By Evolving-Hockey’s reckoning, Demko has saved 25.46 goals more than he would be expected to given the quality and quantity of shots he has faced. That ranks third in the NHL behind Connor Hellebuyck and Jacob Markstrom. 

Compare that to DeSmith, who has played behind the same team this season, has saved 2.71 fewer goals than expected. That’s a significant swing in quality.

Think of it this way: Evolving-Hockey estimates the expected goals against the Canucks this season to be around 237. If DeSmith was in net for all of their games and kept the same rate of GSAx, the Canucks would have given up approximately 245 goals against. 

That would take the Canucks’ goal differential this season from a sparkling +55 to a much more mundane +25 that would rank 12th in the NHL — still good and probably still good enough to be a playoff team thanks to their significant defensive improvements under Tocchet, but they’d likely be competing for a wild card spot rather than first in the Pacific Division and their prospects of a deep playoff run would look significantly more bleak.

Again, this is nothing against DeSmith — he’s done his job as a backup this season — but more to illustrate just how significant Demko is as a difference-maker.

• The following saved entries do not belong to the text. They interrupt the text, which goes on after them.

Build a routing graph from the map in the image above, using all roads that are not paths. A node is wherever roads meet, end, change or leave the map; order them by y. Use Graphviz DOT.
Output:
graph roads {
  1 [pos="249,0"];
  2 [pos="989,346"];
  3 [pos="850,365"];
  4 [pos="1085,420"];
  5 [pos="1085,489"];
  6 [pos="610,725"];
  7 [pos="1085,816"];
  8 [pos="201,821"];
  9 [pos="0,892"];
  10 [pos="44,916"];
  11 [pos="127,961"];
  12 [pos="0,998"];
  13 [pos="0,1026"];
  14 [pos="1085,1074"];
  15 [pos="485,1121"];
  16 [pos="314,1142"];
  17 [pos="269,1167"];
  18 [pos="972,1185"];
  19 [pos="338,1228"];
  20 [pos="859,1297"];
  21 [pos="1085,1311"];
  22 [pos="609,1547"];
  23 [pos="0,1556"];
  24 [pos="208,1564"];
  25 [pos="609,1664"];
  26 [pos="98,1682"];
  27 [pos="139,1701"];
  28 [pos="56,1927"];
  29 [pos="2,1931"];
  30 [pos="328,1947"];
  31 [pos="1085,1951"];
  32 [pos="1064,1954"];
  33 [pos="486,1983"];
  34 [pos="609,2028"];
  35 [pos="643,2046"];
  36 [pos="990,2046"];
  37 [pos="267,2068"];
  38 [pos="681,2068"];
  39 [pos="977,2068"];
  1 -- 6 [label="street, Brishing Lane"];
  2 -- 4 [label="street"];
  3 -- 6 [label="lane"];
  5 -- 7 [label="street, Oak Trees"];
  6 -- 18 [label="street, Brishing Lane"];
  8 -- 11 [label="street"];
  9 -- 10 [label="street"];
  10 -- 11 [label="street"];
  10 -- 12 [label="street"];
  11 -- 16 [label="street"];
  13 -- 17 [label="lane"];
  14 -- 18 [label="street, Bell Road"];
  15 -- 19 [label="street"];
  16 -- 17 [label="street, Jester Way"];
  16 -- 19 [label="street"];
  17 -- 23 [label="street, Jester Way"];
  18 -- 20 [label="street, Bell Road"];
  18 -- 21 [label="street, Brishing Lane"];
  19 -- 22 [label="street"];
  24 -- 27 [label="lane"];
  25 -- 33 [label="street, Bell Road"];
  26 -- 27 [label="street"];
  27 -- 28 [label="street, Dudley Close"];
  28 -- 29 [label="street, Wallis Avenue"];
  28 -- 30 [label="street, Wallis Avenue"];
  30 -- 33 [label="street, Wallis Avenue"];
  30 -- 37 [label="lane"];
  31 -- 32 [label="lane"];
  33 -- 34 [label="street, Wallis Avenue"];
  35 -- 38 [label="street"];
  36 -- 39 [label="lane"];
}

Demko dominates on the penalty kill

Where does Demko make the biggest difference? Let’s look at how each of the Canucks’ goalies have performed in different scenarios.

Arturs Silovs is included in the chart above for completeness but small samples sizes should be kept in mind. You can click on his name to remove him from the comparison.

What’s fascinating is that Demko and DeSmith are nearly identical at 5-on-5, with Demko’s .923 save percentage only lightly ahead of DeSmith’s .921. The real difference comes on the penalty kill.

When Demko got injured, the Canucks’ penalty kill held together briefly but then completely fell apart. Since the injury, the Canucks have killed of 75.6% of their penalties, which ranks in the bottom ten in the NHL in that span. Over their last seven games, the Canucks have given up nine power play goals.

Demko’s influence is clear: at 4-on-5, he has an .893 save percentage compared to DeSmith’s .835. On high-danger chances at 4-on-5, Demko still has an .846 save percentage — fifth among NHL goaltenders with at least 30 starts — while DeSmith has a .733 save percentage.

In other words, Demko comes up with the big saves while shorthanded that lesser goaltenders don't.

Demko also comes through in the clutch. In situations where the score is within one goal — trailing by one, tied, or leading by one — Demko has a .912 save percentage in all strengths; DeSmith has an .896 save percentage.

Demko is poised to rattle the confidence of their opponents

With Demko in net heading into the playoffs, the Canucks can be confident that they have one of the best goaltenders in the NHL, a goaltender who has already shown that he can step up in the playoffs. He was brilliant during the bubble year in 2020 with a .985 save percentage against the Vegas Golden Knights that left them shaking their heads in bewilderment at their inability to score.

“There’s no doubt that the last couple games of the Vancouver series against Demko rattled our confidence a little bit in that area as a group,” said Vegas head coach Pete DeBoer. “Honestly, up until that point, I thought we were creating a ton of offence, we were scoring a lot of goals. It was never an issue.”

WIth any luck, Demko will be rattling the confidence of several different playoff opponents in the weeks to come.